While I agree with everything you've posted subsequently, you did call the use of 1998 as "cherry picking" (see post #3).

While not defending Carter, there is nothing wrong with the graph he uses. It's up to him to use the data in a way to make his case . I would be critical if he used different criteria in the future.

James:

I appreciate your comments, and do not mean to be argumentative -- though I can sorta see that it may come across that way.

Since you're a statistician, here's a little project: take the data that Carter cites.
The data are monthly means, with the last column being the yearly mean. Every other line is the number of stations reporting each month. If you decide to work with the monthly (rather than yearly average) data, note that there is seasonality so you might want to think for a moment about the width of any smoothing span.

Now here's the question: **how many ways can you smooth either the monthly or yearly data in order to make the statement "cooling trend from year X to now" be true? **

If you do this you'll get a sense of how easy or troublesome it is. I would argue that the more effort it takes to make the statement be true, the harder it is to believe that Carter did not cherry-pick. Here's a confession that I'm afraid reveals me for the anal-retentive geek that I am: I did all of this before I posted the very short message #3 above.

1998 is a data point but it's a data point with a big noise hit, el nino not being just deterministically related to global warming. When you have a big noise hit, you need a lot of data points to overcome the contaminating effect of that noise hit. Using just 2 data points as in a 2 year (approx) average is not going to get rid of the contaminating effect of the 1998 el nino.

If you use every data point since and including 1998 in a regression then even though the first point is contaminated you still actually get a +0.01 degrees C/ year slope. So even with this contamination there is actually an overall warming trend since 1998. In fact it's still positive even from 1998 to just 2003, i.e. six data points.
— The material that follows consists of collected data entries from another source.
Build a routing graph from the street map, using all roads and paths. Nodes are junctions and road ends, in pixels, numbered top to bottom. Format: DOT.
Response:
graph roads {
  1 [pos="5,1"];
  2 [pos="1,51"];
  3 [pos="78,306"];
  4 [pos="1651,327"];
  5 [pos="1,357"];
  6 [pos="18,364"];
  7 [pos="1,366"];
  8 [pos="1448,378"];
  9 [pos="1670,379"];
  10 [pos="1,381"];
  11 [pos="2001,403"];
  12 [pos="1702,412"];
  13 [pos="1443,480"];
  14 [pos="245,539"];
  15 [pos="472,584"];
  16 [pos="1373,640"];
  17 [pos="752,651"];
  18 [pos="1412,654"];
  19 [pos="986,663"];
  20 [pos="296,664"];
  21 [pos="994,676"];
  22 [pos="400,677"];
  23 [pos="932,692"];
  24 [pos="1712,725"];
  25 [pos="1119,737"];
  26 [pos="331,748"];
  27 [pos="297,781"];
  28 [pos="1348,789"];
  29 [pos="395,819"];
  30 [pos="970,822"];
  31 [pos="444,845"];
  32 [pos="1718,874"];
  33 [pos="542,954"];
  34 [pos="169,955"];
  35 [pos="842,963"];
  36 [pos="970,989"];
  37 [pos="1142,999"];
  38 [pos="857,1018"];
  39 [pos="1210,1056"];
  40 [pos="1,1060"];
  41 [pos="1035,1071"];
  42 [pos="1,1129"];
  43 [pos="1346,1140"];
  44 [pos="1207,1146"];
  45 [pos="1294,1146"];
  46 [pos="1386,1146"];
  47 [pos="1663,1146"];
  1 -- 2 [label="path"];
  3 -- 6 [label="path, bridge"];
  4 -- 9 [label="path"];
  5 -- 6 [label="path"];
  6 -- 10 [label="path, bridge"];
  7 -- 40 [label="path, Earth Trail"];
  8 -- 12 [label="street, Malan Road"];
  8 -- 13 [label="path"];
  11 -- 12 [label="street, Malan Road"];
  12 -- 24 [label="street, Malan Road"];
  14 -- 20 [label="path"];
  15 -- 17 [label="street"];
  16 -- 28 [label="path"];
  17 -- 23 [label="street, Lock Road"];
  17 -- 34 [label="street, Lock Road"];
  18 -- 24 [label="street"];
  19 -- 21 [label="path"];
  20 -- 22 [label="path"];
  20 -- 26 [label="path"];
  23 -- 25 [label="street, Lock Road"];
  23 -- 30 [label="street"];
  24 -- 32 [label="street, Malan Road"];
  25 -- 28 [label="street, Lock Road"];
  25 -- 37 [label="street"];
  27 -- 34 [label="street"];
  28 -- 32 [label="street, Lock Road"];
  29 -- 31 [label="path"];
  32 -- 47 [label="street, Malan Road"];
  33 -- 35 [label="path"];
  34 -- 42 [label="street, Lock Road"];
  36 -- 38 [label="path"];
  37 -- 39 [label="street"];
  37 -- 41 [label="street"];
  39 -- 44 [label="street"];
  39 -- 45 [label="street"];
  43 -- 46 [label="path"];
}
So to my understanding, anyone who says there has been a cooling trend since 1998 is talking rubbish. Not even when you ignore data contamination can you justify saying there has been a cooling trend. 1998 might have been unusually warm, but the two immediate following years 1999 and 2000 were much cooler. A regression over the 6 or 7 years takes this into account.

By Chris O'Neill (not verified) on 22 Jun 2005 #permalink

Re #14, if an economist were to take the six months or so after the bottom fell out of the tech stocks and use them to project a multi-year trend (i.e., a continued sharp decline) without considering other factors, the result would fail the laugh test. Carter appears to have done the same thing. If that's not cherry-picking, what would cherry-picking be?

Re #10, thanks for the link (which I have bookmarked).

By Steve Bloom (not verified) on 22 Jun 2005 #permalink

Tim,

Hansen's curve does not show variation of mean temperature over time, but the variation of the variation around the mean temperature over time.

When a temperature anomaly is computed, it is the reading's departure from the running mean, (30 year moving average) that is being graphed. Not the variation of the earth's mean temperature.

Statistical chicanery.

By Louis Hissink (not verified) on 26 Jun 2005 #permalink

Wrong Lewis. To understand why you have to read the paper http://pubs.giss.nasa.gov/docs/1999/1999_HansenRuedyG.pdf
. Briefly put the average over the period 1951-1980 is used as a reference. The period was selected because it was relatively stable temperature wise. This average is subtracted from the measurements to yield an anomaly. Anomalies for Norway and Australia can be directly compared.